[WHAT IS EXPECTED]: Set down every record below exactly as it appears, but without the pictures.

[RECORDS PROVIDED Boundary: Start]

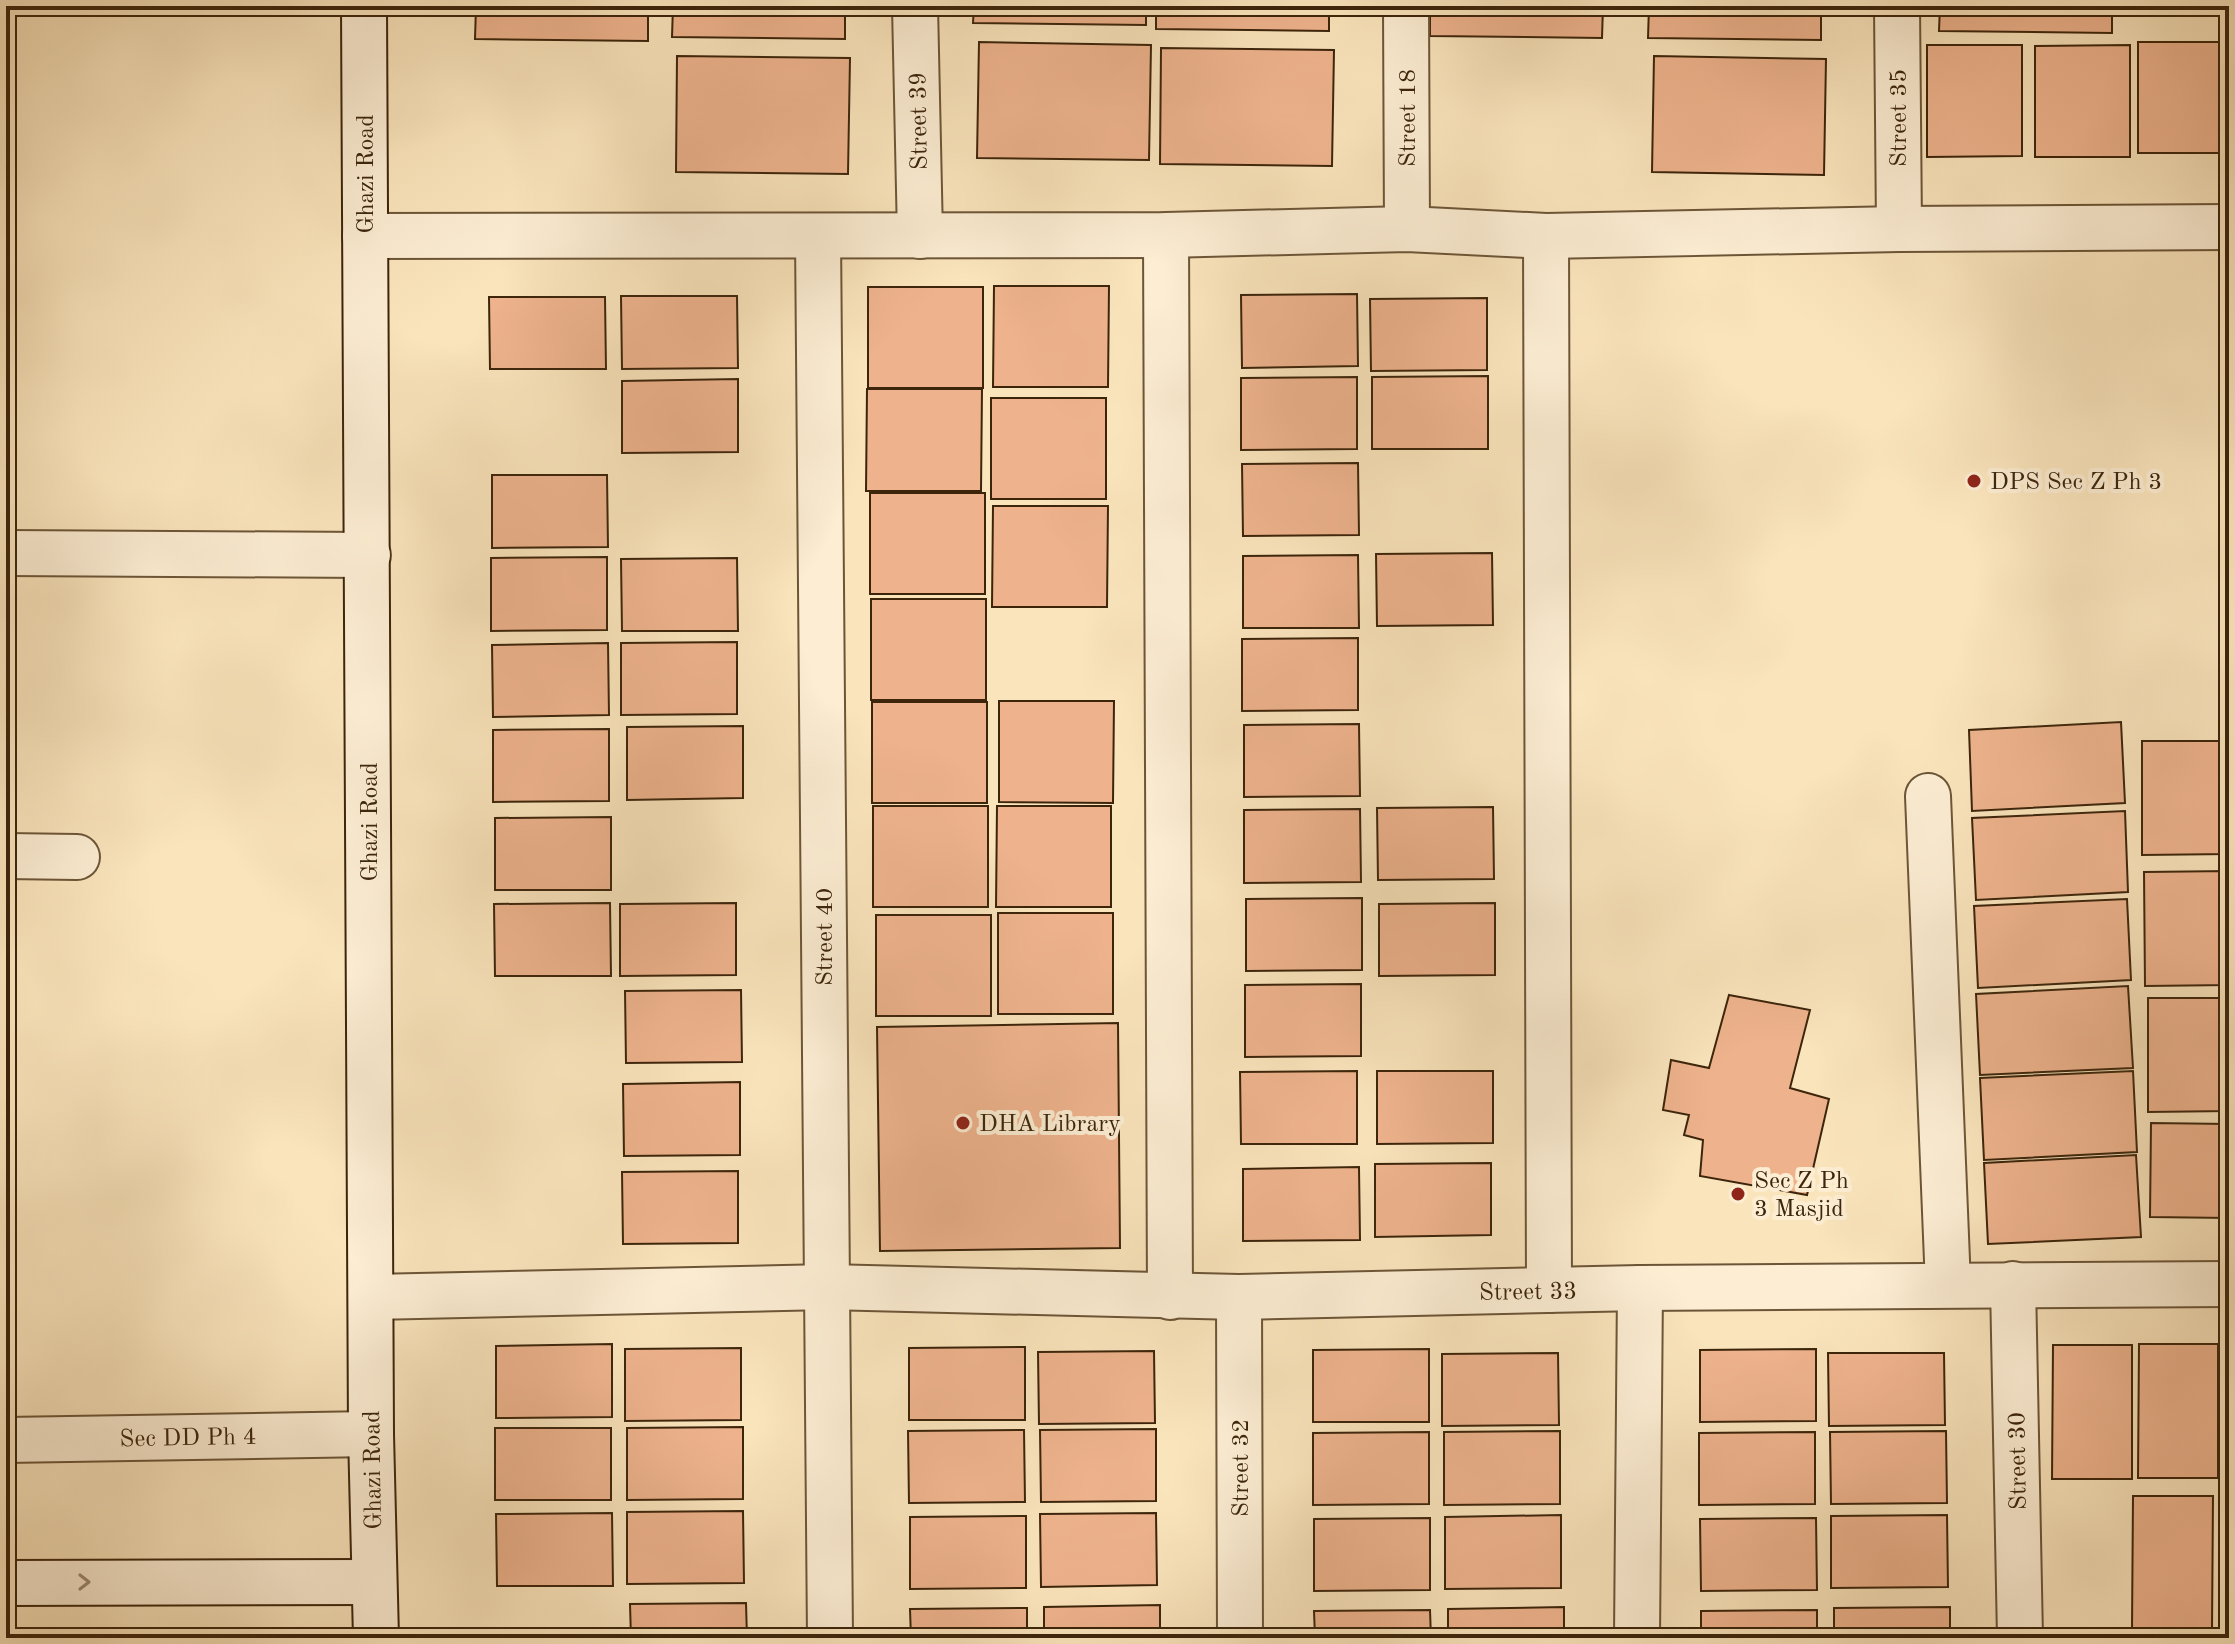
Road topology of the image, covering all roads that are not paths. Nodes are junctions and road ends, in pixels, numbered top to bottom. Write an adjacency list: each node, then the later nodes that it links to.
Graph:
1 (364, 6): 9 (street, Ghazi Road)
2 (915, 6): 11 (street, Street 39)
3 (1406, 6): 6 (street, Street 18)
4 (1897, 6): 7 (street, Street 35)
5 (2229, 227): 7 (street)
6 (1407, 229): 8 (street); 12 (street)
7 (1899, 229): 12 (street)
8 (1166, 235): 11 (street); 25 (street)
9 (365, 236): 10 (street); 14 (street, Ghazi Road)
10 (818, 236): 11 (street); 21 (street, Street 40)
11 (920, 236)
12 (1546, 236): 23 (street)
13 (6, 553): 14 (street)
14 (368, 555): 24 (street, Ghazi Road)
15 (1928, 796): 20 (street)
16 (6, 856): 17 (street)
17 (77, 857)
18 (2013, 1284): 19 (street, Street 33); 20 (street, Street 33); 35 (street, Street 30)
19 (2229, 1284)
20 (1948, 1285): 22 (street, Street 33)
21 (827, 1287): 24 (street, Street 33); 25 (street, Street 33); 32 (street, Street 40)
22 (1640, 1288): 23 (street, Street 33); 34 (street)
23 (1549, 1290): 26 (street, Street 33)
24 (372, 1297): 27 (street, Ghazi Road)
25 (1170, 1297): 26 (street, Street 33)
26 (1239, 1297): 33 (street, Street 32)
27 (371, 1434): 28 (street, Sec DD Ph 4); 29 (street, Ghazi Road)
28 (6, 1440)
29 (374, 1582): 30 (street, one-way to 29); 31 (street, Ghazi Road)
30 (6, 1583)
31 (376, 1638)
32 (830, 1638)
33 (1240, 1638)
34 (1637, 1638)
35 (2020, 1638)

[RECORDS PROVIDED Boundary: End]

[RESULT FOR THIS EXERCISE]:
Road topology of the image, covering all roads that are not paths. Nodes are junctions and road ends, in pixels, numbered top to bottom. Write an adjacency list: each node, then the later nodes that it links to.
Graph:
1 (364, 6): 9 (street, Ghazi Road)
2 (915, 6): 11 (street, Street 39)
3 (1406, 6): 6 (street, Street 18)
4 (1897, 6): 7 (street, Street 35)
5 (2229, 227): 7 (street)
6 (1407, 229): 8 (street); 12 (street)
7 (1899, 229): 12 (street)
8 (1166, 235): 11 (street); 25 (street)
9 (365, 236): 10 (street); 14 (street, Ghazi Road)
10 (818, 236): 11 (street); 21 (street, Street 40)
11 (920, 236)
12 (1546, 236): 23 (street)
13 (6, 553): 14 (street)
14 (368, 555): 24 (street, Ghazi Road)
15 (1928, 796): 20 (street)
16 (6, 856): 17 (street)
17 (77, 857)
18 (2013, 1284): 19 (street, Street 33); 20 (street, Street 33); 35 (street, Street 30)
19 (2229, 1284)
20 (1948, 1285): 22 (street, Street 33)
21 (827, 1287): 24 (street, Street 33); 25 (street, Street 33); 32 (street, Street 40)
22 (1640, 1288): 23 (street, Street 33); 34 (street)
23 (1549, 1290): 26 (street, Street 33)
24 (372, 1297): 27 (street, Ghazi Road)
25 (1170, 1297): 26 (street, Street 33)
26 (1239, 1297): 33 (street, Street 32)
27 (371, 1434): 28 (street, Sec DD Ph 4); 29 (street, Ghazi Road)
28 (6, 1440)
29 (374, 1582): 30 (street, one-way to 29); 31 (street, Ghazi Road)
30 (6, 1583)
31 (376, 1638)
32 (830, 1638)
33 (1240, 1638)
34 (1637, 1638)
35 (2020, 1638)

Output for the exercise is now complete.